[EXERCISE DATA — start]

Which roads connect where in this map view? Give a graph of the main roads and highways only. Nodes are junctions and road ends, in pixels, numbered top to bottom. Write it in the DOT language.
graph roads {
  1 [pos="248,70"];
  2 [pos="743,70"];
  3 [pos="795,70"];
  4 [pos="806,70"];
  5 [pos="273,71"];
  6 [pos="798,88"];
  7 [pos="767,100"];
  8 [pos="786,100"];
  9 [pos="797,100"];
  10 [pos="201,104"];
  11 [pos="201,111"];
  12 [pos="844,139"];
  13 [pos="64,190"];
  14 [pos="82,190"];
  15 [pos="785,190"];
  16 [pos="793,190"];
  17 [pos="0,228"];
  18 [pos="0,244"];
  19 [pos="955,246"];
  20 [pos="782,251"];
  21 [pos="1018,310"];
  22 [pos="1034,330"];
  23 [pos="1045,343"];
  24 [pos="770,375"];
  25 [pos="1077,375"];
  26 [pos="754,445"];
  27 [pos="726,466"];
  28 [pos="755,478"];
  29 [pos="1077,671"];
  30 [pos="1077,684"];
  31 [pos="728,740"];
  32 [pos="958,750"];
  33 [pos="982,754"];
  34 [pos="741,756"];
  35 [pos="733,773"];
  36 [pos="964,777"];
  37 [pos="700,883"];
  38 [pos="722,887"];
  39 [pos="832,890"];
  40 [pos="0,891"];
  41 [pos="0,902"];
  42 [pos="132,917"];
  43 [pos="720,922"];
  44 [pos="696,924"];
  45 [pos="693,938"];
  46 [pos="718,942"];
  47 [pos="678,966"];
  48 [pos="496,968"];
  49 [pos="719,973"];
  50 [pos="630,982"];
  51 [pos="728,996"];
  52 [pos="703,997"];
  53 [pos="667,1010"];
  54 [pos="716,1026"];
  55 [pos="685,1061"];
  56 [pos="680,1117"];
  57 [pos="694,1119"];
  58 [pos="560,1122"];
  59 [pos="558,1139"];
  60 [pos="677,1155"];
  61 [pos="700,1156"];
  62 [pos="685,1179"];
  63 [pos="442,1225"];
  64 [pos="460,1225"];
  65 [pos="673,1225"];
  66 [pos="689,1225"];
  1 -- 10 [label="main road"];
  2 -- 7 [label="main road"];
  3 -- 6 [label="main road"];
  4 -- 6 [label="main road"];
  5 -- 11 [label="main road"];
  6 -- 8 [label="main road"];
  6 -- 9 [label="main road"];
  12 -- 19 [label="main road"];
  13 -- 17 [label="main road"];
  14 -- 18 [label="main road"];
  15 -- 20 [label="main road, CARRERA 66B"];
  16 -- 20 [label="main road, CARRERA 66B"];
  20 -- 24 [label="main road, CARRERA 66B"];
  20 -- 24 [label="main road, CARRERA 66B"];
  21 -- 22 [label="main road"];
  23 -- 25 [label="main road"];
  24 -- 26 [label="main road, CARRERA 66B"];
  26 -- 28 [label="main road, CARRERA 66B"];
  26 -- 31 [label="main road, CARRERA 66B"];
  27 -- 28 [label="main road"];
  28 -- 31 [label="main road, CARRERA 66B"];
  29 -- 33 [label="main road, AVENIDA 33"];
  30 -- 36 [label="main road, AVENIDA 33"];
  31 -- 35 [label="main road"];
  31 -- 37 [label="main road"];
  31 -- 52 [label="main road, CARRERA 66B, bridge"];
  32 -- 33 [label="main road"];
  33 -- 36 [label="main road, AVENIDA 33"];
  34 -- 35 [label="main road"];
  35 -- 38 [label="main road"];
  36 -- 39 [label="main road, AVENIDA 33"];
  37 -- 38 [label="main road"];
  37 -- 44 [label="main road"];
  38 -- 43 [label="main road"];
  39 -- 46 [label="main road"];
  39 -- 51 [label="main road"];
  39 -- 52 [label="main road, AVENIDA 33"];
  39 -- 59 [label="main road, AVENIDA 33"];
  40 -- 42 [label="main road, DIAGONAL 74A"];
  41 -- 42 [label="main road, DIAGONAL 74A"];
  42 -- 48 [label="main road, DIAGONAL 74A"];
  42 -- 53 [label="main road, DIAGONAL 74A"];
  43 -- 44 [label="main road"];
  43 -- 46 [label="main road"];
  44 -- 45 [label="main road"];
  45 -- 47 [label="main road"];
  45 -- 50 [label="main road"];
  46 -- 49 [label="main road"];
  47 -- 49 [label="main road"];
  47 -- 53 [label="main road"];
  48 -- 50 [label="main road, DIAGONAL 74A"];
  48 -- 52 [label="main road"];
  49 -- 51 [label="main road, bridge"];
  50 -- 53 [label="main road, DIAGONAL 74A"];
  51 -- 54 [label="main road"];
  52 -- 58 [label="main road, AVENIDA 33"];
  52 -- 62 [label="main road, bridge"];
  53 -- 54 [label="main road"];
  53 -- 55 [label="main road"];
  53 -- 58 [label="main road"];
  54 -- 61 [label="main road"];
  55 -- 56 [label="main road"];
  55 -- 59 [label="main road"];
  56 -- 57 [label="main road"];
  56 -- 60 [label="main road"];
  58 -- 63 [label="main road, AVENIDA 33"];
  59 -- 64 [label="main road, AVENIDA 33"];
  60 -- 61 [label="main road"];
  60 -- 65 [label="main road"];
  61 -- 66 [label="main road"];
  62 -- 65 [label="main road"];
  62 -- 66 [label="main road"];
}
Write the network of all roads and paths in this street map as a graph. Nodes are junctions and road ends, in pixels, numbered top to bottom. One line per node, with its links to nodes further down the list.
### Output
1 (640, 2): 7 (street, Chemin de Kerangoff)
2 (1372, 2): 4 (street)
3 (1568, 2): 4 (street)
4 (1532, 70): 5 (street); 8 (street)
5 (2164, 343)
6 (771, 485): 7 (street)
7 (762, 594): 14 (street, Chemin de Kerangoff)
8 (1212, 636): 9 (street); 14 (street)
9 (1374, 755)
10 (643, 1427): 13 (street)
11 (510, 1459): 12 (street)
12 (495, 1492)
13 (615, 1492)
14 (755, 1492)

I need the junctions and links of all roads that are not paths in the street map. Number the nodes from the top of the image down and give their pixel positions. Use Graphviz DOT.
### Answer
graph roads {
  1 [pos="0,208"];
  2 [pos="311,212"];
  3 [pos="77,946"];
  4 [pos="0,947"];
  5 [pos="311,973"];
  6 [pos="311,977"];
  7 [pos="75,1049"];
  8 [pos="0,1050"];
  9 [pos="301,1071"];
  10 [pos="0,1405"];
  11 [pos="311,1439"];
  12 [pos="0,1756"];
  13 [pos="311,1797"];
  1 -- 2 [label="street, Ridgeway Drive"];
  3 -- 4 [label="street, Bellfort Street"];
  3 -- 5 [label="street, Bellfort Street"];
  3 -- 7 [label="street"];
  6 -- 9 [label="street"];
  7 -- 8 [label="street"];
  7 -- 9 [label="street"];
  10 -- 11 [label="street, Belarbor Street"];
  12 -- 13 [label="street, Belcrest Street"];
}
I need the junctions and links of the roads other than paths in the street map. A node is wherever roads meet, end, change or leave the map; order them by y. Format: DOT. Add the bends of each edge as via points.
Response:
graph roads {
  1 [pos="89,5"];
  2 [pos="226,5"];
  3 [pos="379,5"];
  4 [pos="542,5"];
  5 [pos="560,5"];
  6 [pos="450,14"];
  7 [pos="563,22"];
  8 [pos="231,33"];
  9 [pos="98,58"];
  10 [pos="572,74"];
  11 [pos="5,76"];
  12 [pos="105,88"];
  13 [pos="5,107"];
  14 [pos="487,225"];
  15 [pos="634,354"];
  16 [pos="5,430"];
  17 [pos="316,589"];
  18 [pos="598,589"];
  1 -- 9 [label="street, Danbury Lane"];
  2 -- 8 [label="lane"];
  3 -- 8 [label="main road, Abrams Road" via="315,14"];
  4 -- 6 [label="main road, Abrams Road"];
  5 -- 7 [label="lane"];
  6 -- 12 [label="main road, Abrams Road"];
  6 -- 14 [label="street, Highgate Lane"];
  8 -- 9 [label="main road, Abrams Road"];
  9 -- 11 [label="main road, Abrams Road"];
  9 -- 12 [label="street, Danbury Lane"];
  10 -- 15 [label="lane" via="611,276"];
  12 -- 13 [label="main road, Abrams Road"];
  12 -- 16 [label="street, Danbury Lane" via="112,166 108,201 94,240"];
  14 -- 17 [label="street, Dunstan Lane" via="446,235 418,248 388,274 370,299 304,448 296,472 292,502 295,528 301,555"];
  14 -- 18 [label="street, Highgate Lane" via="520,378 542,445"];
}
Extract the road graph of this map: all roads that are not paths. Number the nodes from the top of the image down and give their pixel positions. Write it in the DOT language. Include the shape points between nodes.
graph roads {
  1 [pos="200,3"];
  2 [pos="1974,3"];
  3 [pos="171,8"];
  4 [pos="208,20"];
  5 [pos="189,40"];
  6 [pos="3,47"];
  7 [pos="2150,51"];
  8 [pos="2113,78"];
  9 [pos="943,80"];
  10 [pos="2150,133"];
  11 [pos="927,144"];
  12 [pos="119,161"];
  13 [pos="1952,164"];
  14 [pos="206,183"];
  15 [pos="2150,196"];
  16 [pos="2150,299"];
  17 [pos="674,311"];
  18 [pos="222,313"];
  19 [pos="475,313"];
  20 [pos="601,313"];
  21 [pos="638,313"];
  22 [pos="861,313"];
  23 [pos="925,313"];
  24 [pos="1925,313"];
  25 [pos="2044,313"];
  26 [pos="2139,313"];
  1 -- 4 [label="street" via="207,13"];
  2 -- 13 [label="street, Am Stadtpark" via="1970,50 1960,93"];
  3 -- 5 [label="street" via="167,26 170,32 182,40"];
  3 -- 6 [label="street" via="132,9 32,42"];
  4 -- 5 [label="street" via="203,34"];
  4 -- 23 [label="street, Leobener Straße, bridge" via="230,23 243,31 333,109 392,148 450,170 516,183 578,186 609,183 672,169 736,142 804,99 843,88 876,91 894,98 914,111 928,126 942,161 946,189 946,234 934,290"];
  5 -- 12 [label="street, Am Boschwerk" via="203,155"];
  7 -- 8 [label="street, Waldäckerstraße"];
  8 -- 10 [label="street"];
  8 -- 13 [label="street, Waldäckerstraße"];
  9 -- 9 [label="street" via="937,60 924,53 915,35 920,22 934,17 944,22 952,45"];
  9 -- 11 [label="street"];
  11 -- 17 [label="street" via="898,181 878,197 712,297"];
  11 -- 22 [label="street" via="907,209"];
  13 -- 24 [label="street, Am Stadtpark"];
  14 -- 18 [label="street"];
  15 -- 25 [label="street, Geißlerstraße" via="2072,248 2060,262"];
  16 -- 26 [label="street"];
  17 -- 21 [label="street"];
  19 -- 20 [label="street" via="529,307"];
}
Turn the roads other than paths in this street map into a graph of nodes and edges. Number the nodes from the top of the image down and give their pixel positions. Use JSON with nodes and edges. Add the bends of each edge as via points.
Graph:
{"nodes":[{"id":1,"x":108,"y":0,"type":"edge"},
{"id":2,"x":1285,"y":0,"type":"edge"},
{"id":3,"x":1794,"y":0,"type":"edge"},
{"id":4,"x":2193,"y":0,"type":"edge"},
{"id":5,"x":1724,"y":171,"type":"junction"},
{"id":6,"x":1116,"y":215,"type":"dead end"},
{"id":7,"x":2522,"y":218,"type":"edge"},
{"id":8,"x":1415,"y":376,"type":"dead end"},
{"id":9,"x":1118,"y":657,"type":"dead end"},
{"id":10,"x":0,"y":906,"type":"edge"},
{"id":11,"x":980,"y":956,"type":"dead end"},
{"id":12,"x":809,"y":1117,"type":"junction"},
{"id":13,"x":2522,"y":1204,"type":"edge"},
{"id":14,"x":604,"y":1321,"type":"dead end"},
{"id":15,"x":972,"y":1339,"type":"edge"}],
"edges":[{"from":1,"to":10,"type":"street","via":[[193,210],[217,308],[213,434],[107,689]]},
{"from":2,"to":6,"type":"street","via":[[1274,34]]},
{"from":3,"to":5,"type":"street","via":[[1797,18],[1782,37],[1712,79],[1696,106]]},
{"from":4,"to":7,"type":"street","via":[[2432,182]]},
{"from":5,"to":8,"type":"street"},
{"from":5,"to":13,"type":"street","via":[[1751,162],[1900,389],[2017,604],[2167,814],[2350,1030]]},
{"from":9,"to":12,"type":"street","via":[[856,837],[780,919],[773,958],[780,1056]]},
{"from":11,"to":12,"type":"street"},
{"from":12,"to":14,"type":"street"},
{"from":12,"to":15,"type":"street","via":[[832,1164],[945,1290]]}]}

[EXERCISE DATA — finish]

### EXERCISE
Gather all lines with the string "Kerangoff" from the data.

### SOLUTION FOR THIS EXERCISE
1 (640, 2): 7 (street, Chemin de Kerangoff)
7 (762, 594): 14 (street, Chemin de Kerangoff)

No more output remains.